Task objective
Your task is to find every line of the listing that includes "SANDHILL" and copy it.

Data shown
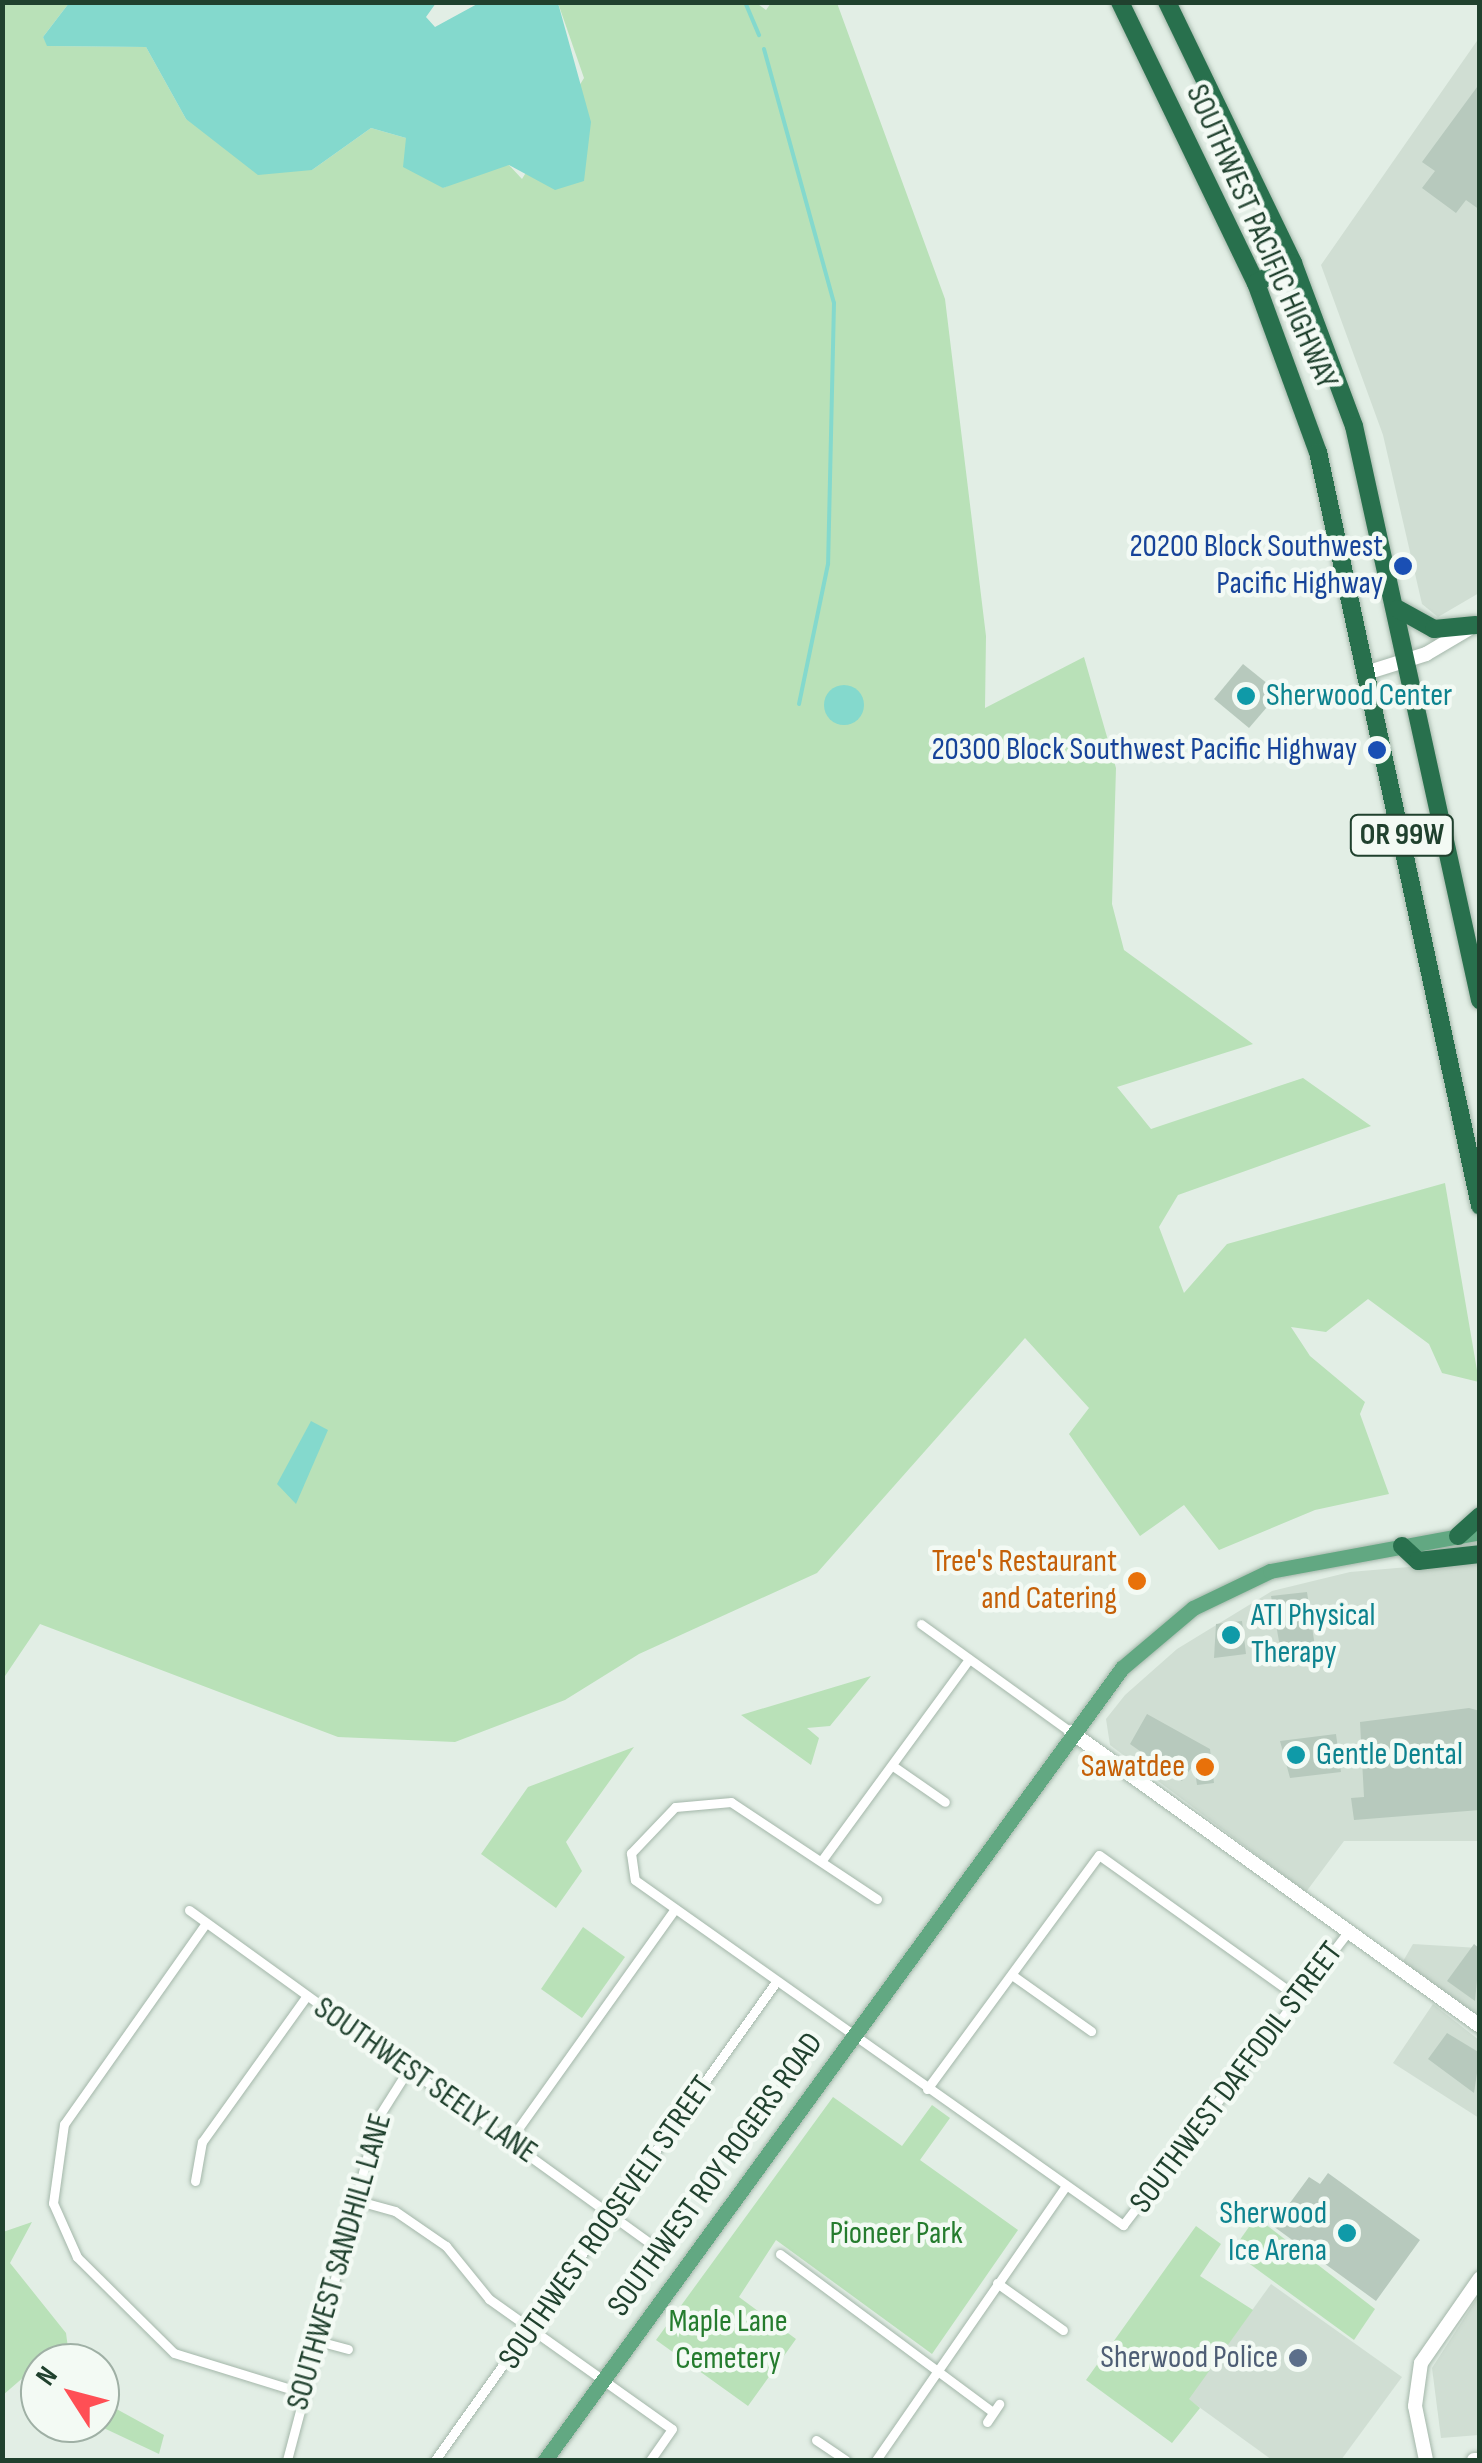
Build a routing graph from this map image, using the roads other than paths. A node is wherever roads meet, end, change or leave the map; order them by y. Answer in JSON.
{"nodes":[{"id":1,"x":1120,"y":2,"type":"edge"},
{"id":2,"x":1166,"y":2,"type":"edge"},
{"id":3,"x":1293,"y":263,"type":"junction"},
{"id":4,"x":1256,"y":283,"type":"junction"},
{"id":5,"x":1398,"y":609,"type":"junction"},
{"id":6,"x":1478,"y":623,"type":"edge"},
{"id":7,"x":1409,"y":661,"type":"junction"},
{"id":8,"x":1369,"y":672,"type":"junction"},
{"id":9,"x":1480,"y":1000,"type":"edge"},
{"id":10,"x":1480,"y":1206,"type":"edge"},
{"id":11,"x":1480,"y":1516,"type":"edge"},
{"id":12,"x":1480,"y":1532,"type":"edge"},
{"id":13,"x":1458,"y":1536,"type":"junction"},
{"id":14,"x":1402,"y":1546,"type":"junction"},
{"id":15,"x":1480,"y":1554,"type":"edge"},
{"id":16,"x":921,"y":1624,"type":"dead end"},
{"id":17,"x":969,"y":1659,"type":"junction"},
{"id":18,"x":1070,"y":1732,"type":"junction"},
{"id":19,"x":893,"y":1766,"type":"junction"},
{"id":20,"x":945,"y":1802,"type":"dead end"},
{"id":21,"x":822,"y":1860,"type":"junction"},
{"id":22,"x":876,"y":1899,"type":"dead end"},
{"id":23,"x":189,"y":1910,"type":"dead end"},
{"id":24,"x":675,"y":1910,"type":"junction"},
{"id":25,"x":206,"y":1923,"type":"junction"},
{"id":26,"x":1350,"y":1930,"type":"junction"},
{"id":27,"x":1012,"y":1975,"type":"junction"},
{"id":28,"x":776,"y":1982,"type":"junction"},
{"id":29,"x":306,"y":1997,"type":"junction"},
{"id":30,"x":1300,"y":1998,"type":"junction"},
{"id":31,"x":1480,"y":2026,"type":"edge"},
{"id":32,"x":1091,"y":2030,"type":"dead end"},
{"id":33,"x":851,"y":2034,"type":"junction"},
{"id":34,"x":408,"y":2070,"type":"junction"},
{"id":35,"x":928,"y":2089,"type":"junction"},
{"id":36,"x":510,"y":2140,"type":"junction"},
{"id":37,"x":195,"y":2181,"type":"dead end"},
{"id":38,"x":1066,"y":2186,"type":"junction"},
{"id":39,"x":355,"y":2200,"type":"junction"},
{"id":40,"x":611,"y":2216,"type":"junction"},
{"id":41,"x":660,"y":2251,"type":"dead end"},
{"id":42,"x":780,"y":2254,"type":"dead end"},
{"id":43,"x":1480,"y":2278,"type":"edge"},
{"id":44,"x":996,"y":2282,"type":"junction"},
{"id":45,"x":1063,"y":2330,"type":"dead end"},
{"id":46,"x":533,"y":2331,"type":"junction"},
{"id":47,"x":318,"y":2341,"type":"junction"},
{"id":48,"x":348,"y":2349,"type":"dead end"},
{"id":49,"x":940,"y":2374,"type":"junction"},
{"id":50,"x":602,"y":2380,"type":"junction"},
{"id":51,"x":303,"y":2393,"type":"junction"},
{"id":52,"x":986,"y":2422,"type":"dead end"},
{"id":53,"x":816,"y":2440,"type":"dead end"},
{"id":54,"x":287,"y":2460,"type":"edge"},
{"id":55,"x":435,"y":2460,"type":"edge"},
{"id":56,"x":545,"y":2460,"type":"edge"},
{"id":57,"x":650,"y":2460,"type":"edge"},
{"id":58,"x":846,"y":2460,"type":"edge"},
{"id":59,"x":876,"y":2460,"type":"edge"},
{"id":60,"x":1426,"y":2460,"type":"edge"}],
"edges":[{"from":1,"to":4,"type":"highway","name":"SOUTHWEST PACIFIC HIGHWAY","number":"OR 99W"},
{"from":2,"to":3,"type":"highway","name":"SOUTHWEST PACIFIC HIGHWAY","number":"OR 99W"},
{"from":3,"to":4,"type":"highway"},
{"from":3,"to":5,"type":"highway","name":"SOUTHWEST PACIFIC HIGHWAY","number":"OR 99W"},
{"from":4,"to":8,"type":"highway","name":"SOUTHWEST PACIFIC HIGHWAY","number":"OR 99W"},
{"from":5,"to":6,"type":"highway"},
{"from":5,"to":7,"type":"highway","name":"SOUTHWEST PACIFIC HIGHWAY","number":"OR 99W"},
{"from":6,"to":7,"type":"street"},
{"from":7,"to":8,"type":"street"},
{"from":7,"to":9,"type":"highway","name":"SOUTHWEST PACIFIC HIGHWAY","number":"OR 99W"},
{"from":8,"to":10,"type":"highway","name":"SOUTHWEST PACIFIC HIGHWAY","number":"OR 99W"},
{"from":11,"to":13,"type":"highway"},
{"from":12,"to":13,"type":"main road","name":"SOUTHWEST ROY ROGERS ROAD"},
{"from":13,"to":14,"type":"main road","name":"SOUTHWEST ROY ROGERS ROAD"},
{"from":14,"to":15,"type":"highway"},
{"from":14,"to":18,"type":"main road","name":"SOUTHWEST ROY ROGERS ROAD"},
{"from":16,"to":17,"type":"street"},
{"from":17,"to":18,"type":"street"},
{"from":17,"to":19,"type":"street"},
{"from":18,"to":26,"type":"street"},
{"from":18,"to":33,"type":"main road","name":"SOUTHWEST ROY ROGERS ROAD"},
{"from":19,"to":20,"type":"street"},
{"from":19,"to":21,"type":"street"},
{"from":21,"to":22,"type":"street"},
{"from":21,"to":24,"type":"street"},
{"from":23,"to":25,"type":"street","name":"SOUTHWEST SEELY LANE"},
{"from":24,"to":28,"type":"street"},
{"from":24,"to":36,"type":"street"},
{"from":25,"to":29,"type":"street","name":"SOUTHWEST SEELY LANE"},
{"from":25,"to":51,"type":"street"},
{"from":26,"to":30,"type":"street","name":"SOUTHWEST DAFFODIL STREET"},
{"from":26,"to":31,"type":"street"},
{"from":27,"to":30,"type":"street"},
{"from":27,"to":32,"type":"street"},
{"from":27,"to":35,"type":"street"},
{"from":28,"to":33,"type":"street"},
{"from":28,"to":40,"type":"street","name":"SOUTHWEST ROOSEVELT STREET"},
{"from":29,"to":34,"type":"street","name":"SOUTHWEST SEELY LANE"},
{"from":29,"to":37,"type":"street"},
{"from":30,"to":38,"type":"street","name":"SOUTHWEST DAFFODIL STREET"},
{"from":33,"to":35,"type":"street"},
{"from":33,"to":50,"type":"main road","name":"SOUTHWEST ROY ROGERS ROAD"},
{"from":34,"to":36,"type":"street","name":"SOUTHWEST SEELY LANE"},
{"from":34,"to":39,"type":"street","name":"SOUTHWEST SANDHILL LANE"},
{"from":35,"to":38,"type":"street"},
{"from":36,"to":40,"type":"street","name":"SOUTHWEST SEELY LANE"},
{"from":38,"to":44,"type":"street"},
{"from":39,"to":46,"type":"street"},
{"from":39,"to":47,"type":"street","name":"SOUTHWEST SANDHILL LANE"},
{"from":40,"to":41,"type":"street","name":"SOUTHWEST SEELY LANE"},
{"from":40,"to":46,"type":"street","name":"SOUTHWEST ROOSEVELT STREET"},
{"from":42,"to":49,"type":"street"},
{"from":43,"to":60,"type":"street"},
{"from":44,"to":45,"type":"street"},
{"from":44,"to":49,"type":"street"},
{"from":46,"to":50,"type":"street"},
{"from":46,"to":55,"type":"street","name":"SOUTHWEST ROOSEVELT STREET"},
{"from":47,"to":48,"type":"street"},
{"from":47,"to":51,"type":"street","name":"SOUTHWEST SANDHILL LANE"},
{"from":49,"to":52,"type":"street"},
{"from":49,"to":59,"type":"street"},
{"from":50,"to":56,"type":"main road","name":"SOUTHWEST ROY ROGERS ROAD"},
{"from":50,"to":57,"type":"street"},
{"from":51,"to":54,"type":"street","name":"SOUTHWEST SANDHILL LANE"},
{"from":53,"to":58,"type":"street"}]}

Response to this exercise
{"from":34,"to":39,"type":"street","name":"SOUTHWEST SANDHILL LANE"},
{"from":39,"to":47,"type":"street","name":"SOUTHWEST SANDHILL LANE"},
{"from":47,"to":51,"type":"street","name":"SOUTHWEST SANDHILL LANE"},
{"from":51,"to":54,"type":"street","name":"SOUTHWEST SANDHILL LANE"},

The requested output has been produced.